— ¡Hereje! ¡Yo
les mostraré que es un hereje! — Decía el joven mientras revoloteaba en el
viejo arcón de su abuelo. — ¡Van a pagarlo muy caro!
Después
de haber dejado la habitación completamente desordenada, al fin encontró lo que
buscaba: una vieja flauta de madera. Apretándola fuertemente, salió de su casa
y del pueblo sin mirar atrás, estaba decidido.
Su
abuelo y él siempre habían trabajado como curanderos, un oficio que llevaba
siglos en la familia. Pero no eran creyentes religiosos, pese a que algunas
veces recurrieron a la magia, no entraban a la iglesia, ni hacían el signo de
la cruz. En tiempos antiguos, esto no parecía molestarle a la gente, pero desde
que su abuelo había muerto, no había lugar en el pueblo donde no molestaran al
pobre Henry. Esta última había sido en la taberna, justamente la semana pasada
había curado a la hija del tabernero, pero eso no importaba, todos le decían
hereje y además, jugaban pesadas bromas sobre quemar su casa y colgarlo. Muchas
veces tenía que limpiar los rastros de comida y basura que le lanzaban a su
casa, y aunque las bromas al comienzo eran graciosas, el chico había dejado de
sentirse seguro en aquel pueblo.
Pero él
no era ningún tonto, y tampoco tenía la paciencia de su abuelo. Por ello, antes
de que este muriera le rogó le contara la historia de la familia y cómo habían terminado
en aquel pueblo. Fue ahí, en su lecho de muerte cuando le contó sobre la flauta
y la bruja que protegía a la familia: la mujer que siglos atrás invocó la
protección a sus seres queridos, pero a los seres incorrectos (decía el abuelo).
No tenía
idea de qué tipos de seres eran de los que hablaba el abuelo, así que sin
pensarlo demasiado, corrió hasta lo más profundo del bosque, llegó hasta el
acantilado, donde creyó que el sonido de la flauta se escucharía fuerte y
claro.
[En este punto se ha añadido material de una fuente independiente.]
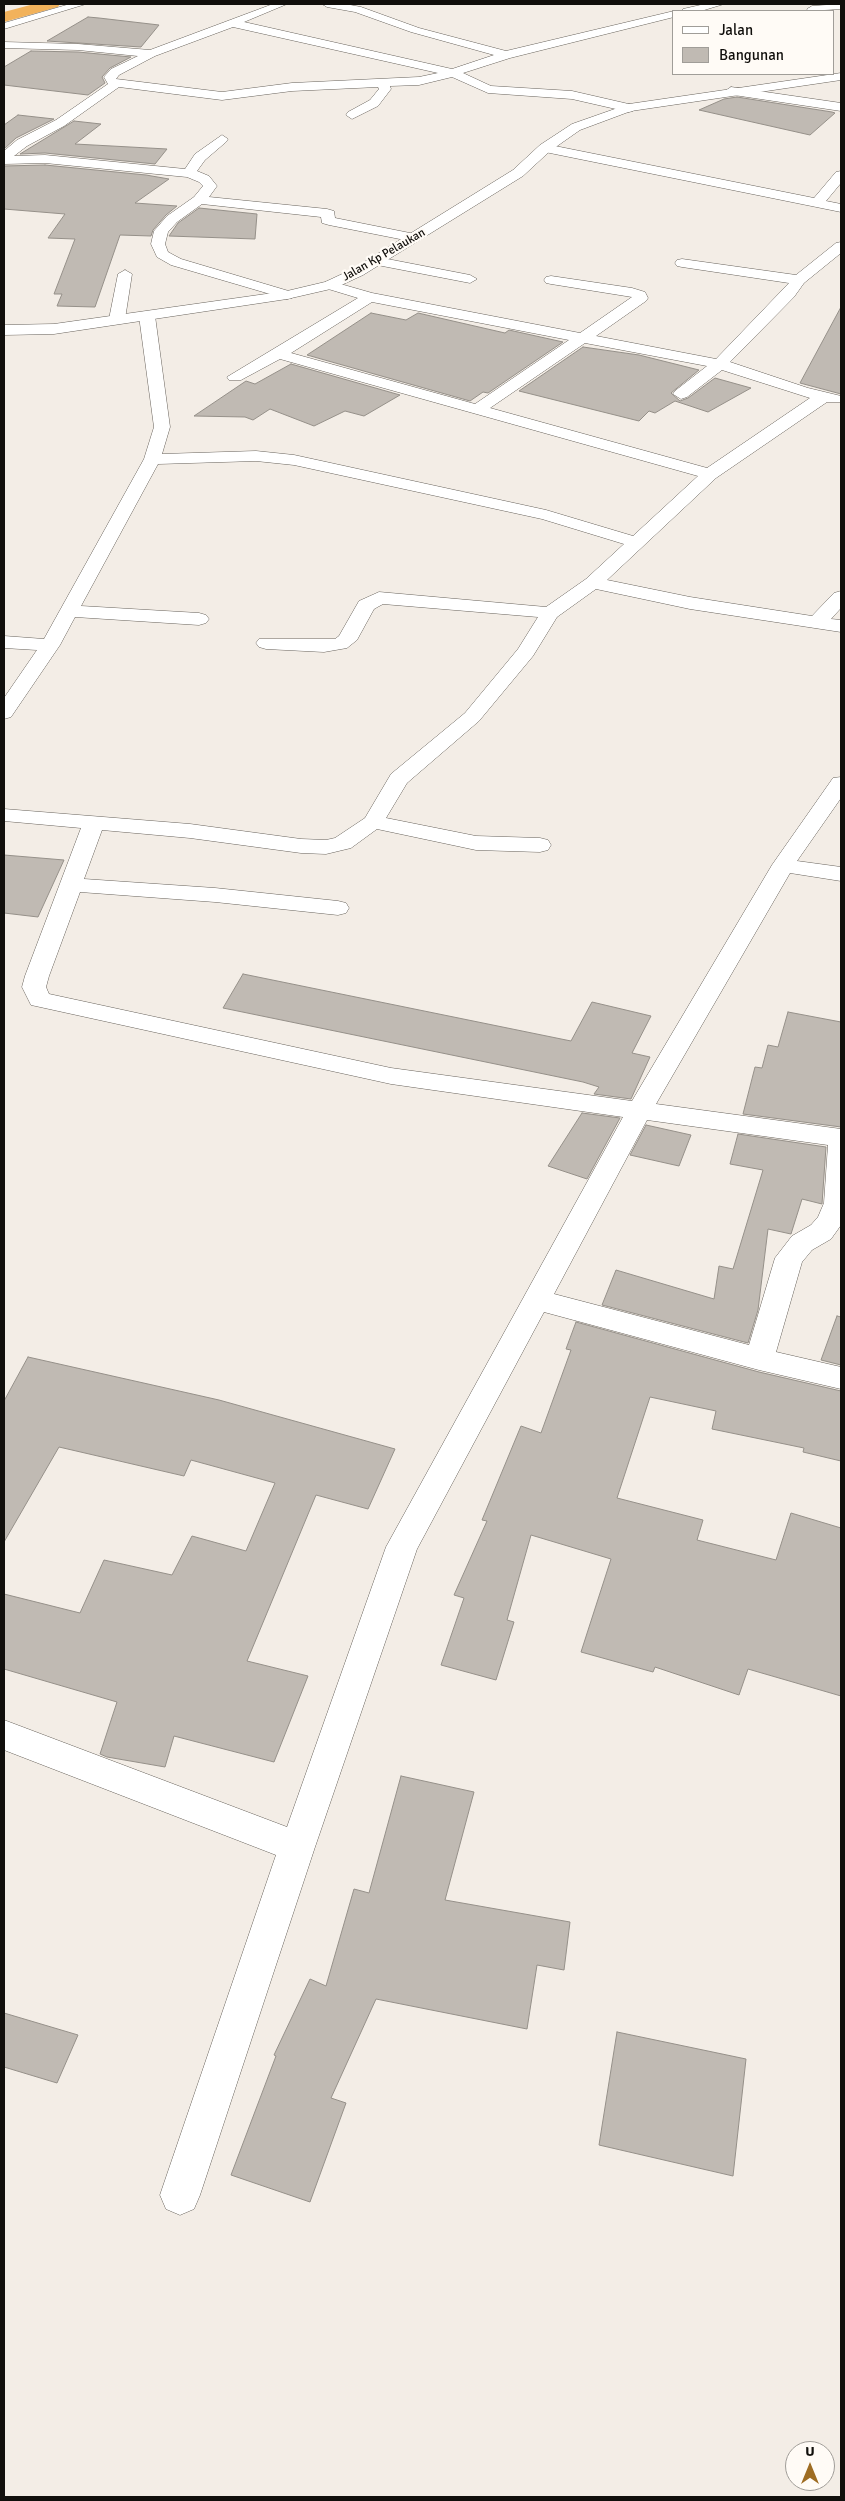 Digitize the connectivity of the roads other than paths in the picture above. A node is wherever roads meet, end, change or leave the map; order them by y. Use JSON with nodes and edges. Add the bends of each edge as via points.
{"nodes":[{"id":1,"x":81,"y":4,"type":"edge"},
{"id":2,"x":282,"y":4,"type":"edge"},
{"id":3,"x":327,"y":4,"type":"edge"},
{"id":4,"x":719,"y":4,"type":"edge"},
{"id":5,"x":797,"y":4,"type":"edge"},
{"id":6,"x":362,"y":6,"type":"edge"},
{"id":7,"x":841,"y":6,"type":"edge"},
{"id":8,"x":692,"y":10,"type":"edge"},
{"id":9,"x":814,"y":10,"type":"edge"},
{"id":10,"x":672,"y":14,"type":"edge"},
{"id":11,"x":231,"y":23,"type":"junction"},
{"id":12,"x":4,"y":26,"type":"edge"},
{"id":13,"x":4,"y":45,"type":"edge"},
{"id":14,"x":151,"y":54,"type":"junction"},
{"id":15,"x":506,"y":55,"type":"junction"},
{"id":16,"x":453,"y":73,"type":"junction"},
{"id":17,"x":841,"y":76,"type":"edge"},
{"id":18,"x":117,"y":82,"type":"junction"},
{"id":19,"x":383,"y":83,"type":"junction"},
{"id":20,"x":732,"y":91,"type":"junction"},
{"id":21,"x":841,"y":107,"type":"edge"},
{"id":22,"x":629,"y":108,"type":"junction"},
{"id":23,"x":352,"y":115,"type":"dead end"},
{"id":24,"x":222,"y":139,"type":"dead end"},
{"id":25,"x":545,"y":148,"type":"junction"},
{"id":26,"x":4,"y":158,"type":"edge"},
{"id":27,"x":189,"y":173,"type":"junction"},
{"id":28,"x":841,"y":175,"type":"edge"},
{"id":29,"x":198,"y":200,"type":"junction"},
{"id":30,"x":816,"y":204,"type":"junction"},
{"id":31,"x":841,"y":208,"type":"edge"},
{"id":32,"x":414,"y":238,"type":"junction"},
{"id":33,"x":841,"y":246,"type":"edge"},
{"id":34,"x":377,"y":261,"type":"junction"},
{"id":35,"x":682,"y":263,"type":"dead end"},
{"id":36,"x":125,"y":274,"type":"dead end"},
{"id":37,"x":470,"y":279,"type":"dead end"},
{"id":38,"x":551,"y":280,"type":"dead end"},
{"id":39,"x":800,"y":280,"type":"junction"},
{"id":40,"x":330,"y":285,"type":"junction"},
{"id":41,"x":287,"y":295,"type":"junction"},
{"id":42,"x":370,"y":297,"type":"junction"},
{"id":43,"x":147,"y":316,"type":"junction"},
{"id":44,"x":117,"y":319,"type":"junction"},
{"id":45,"x":4,"y":330,"type":"edge"},
{"id":46,"x":584,"y":338,"type":"junction"},
{"id":47,"x":278,"y":354,"type":"junction"},
{"id":48,"x":720,"y":364,"type":"junction"},
{"id":49,"x":235,"y":377,"type":"dead end"},
{"id":50,"x":681,"y":394,"type":"dead end"},
{"id":51,"x":823,"y":397,"type":"junction"},
{"id":52,"x":841,"y":400,"type":"edge"},
{"id":53,"x":479,"y":408,"type":"junction"},
{"id":54,"x":152,"y":459,"type":"junction"},
{"id":55,"x":710,"y":474,"type":"junction"},
{"id":56,"x":636,"y":542,"type":"junction"},
{"id":57,"x":593,"y":583,"type":"junction"},
{"id":58,"x":841,"y":597,"type":"edge"},
{"id":59,"x":67,"y":612,"type":"junction"},
{"id":60,"x":550,"y":613,"type":"junction"},
{"id":61,"x":199,"y":619,"type":"dead end"},
{"id":62,"x":816,"y":622,"type":"junction"},
{"id":63,"x":841,"y":626,"type":"edge"},
{"id":64,"x":4,"y":642,"type":"edge"},
{"id":65,"x":266,"y":643,"type":"dead end"},
{"id":66,"x":50,"y":645,"type":"junction"},
{"id":67,"x":4,"y":713,"type":"edge"},
{"id":68,"x":841,"y":783,"type":"edge"},
{"id":69,"x":4,"y":815,"type":"edge"},
{"id":70,"x":373,"y":822,"type":"junction"},
{"id":71,"x":94,"y":823,"type":"junction"},
{"id":72,"x":540,"y":845,"type":"dead end"},
{"id":73,"x":783,"y":865,"type":"junction"},
{"id":74,"x":841,"y":874,"type":"edge"},
{"id":75,"x":72,"y":885,"type":"junction"},
{"id":76,"x":338,"y":908,"type":"dead end"},
{"id":77,"x":640,"y":1108,"type":"junction"},
{"id":78,"x":841,"y":1138,"type":"edge"},
{"id":79,"x":538,"y":1300,"type":"junction"},
{"id":80,"x":759,"y":1359,"type":"junction"},
{"id":81,"x":841,"y":1378,"type":"edge"},
{"id":82,"x":4,"y":1735,"type":"edge"},
{"id":83,"x":297,"y":1847,"type":"junction"},
{"id":84,"x":180,"y":2195,"type":"dead end"}],
"edges":[{"from":1,"to":12,"type":"street"},
{"from":2,"to":11,"type":"street"},
{"from":3,"to":6,"type":"street"},
{"from":4,"to":8,"type":"street"},
{"from":5,"to":9,"type":"street"},
{"from":6,"to":15,"type":"street","via":[[415,30]]},
{"from":7,"to":9,"type":"street"},
{"from":10,"to":15,"type":"street"},
{"from":11,"to":14,"type":"street"},
{"from":11,"to":16,"type":"street"},
{"from":13,"to":14,"type":"street","via":[[78,47]]},
{"from":14,"to":18,"type":"street","via":[[115,72],[110,77]]},
{"from":15,"to":16,"type":"street"},
{"from":16,"to":19,"type":"street"},
{"from":16,"to":22,"type":"street","via":[[488,89],[572,95]]},
{"from":17,"to":20,"type":"street","name":"Jalan Kp Pelaukan"},
{"from":18,"to":19,"type":"street","via":[[222,96],[292,86]]},
{"from":18,"to":26,"type":"street"},
{"from":19,"to":23,"type":"street","via":[[384,89],[374,103]]},
{"from":20,"to":21,"type":"street"},
{"from":20,"to":22,"type":"street","name":"Jalan Kp Pelaukan"},
{"from":22,"to":25,"type":"street","name":"Jalan Kp Pelaukan","via":[[576,127]]},
{"from":24,"to":27,"type":"street","via":[[200,157]]},
{"from":25,"to":30,"type":"street"},
{"from":25,"to":32,"type":"street","name":"Jalan Kp Pelaukan","via":[[518,173]]},
{"from":26,"to":27,"type":"street"},
{"from":27,"to":29,"type":"street","via":[[204,179],[210,186]]},
{"from":28,"to":30,"type":"street"},
{"from":29,"to":32,"type":"street","via":[[327,213],[329,221]]},
{"from":29,"to":41,"type":"street","via":[[172,219],[161,232],[158,244],[162,254],[176,262]]},
{"from":30,"to":31,"type":"street"},
{"from":32,"to":34,"type":"street","name":"Jalan Kp Pelaukan"},
{"from":33,"to":39,"type":"street"},
{"from":34,"to":37,"type":"street"},
{"from":34,"to":40,"type":"street","name":"Jalan Kp Pelaukan"},
{"from":35,"to":39,"type":"street"},
{"from":36,"to":44,"type":"street"},
{"from":38,"to":46,"type":"street","via":[[640,294],[642,298]]},
{"from":39,"to":48,"type":"street"},
{"from":40,"to":41,"type":"street","name":"Jalan Kp Pelaukan"},
{"from":40,"to":42,"type":"street"},
{"from":41,"to":43,"type":"street","name":"Jalan Kp Pelaukan"},
{"from":42,"to":46,"type":"street"},
{"from":42,"to":47,"type":"street"},
{"from":43,"to":44,"type":"street","name":"Jalan Kp Pelaukan"},
{"from":43,"to":54,"type":"street","via":[[162,427]]},
{"from":44,"to":45,"type":"street","name":"Jalan Kp Pelaukan","via":[[54,328]]},
{"from":46,"to":48,"type":"street"},
{"from":46,"to":53,"type":"street"},
{"from":47,"to":49,"type":"street"},
{"from":47,"to":53,"type":"street"},
{"from":48,"to":50,"type":"street"},
{"from":48,"to":51,"type":"street"},
{"from":51,"to":52,"type":"street"},
{"from":51,"to":55,"type":"street"},
{"from":53,"to":55,"type":"street"},
{"from":54,"to":56,"type":"street","via":[[256,456],[294,460],[546,514]]},
{"from":54,"to":59,"type":"street"},
{"from":55,"to":56,"type":"street"},
{"from":56,"to":57,"type":"street"},
{"from":57,"to":60,"type":"street"},
{"from":57,"to":62,"type":"street","via":[[690,603]]},
{"from":58,"to":62,"type":"street"},
{"from":59,"to":61,"type":"street"},
{"from":59,"to":66,"type":"street"},
{"from":60,"to":65,"type":"street","via":[[379,598],[366,605],[347,640],[340,644]]},
{"from":60,"to":70,"type":"street","via":[[526,652],[472,717],[399,779]]},
{"from":62,"to":63,"type":"street"},
{"from":64,"to":66,"type":"street"},
{"from":66,"to":67,"type":"street"},
{"from":68,"to":73,"type":"street"},
{"from":69,"to":71,"type":"street"},
{"from":70,"to":71,"type":"street","via":[[343,843],[326,847]]},
{"from":70,"to":72,"type":"street","via":[[476,842]]},
{"from":71,"to":75,"type":"street"},
{"from":73,"to":74,"type":"street"},
{"from":73,"to":77,"type":"street"},
{"from":75,"to":76,"type":"street"},
{"from":75,"to":77,"type":"street","via":[[37,976],[34,987],[40,1000],[392,1076]]},
{"from":77,"to":78,"type":"street"},
{"from":77,"to":79,"type":"street"},
{"from":78,"to":80,"type":"street","via":[[837,1203],[822,1232],[802,1243],[789,1258]]},
{"from":79,"to":80,"type":"street"},
{"from":79,"to":83,"type":"street","via":[[402,1547]]},
{"from":80,"to":81,"type":"street"},
{"from":82,"to":83,"type":"street"},
{"from":83,"to":84,"type":"street"}]}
Se la puso en la boca y lanzó unas tímidas notas, estaba temblando; en
el fondo de su ser no quería hacerlo. Molesto, sopló fuertemente la flauta sin
tocar la melodía que su abuelo le había enseñado, luego lanzó un gritó de
desesperación y se tumbó de rodillas. Antes de que se diera cuenta, la suave
tierra donde se había parado cedió y cayó del acantilado.
Creyó
que todo estaba perdido, se sintió estúpido por intentar hacer algo contra el
pueblo, y estaba seguro que ese era su castigo. Cerró los ojos fuertemente. Fue
ahí, cuando sintió las manos que lo sostenían y lo ponían suavemente en el
suelo. Abrió los ojos de a poco y tuvo que contener el espanto. Frente a él
estaba una terrorífica criatura, con cuernos y los ojos inyectados en sangre. Lo
miraba como si fuera a lanzarse sobre él y a despedazarlo. Sin embargo, en el
fondo, sentía que estaba seguro a su lado.
— Yo…
— Eres
mi sangre — Interrumpió el ser con voz cavernosa.
— S-sí…
— ¿Quién
te dañó?
— Yo…
este… No me han dañado, pero en el pueblo dicen que soy un hereje y que deberían
matarme y quemar mi casa…
El ser
se acercó y comenzó a olerlo.
— Van a
matarte en cualquier momento…
— ¿De
verdad?
Aquel demonio lanzó un alarido y corrió hasta el acantilado, con increíble facilidad lo
subió y desapareció de su vista luego de haber llegado a la cima.
Allí la
esperó, por horas, escuchando los gritos y crujidos. Esperó hasta que cayó la
noche y llegó la mañana, pero el ser no volvió. Lo único que pudo hacer fue rodear
el acantilado y volver al pueblo, empacar sus cosas y comenzar de nuevo, en
otro lugar. Sin olvidar por supuesto, la flauta, reliquia de la familia.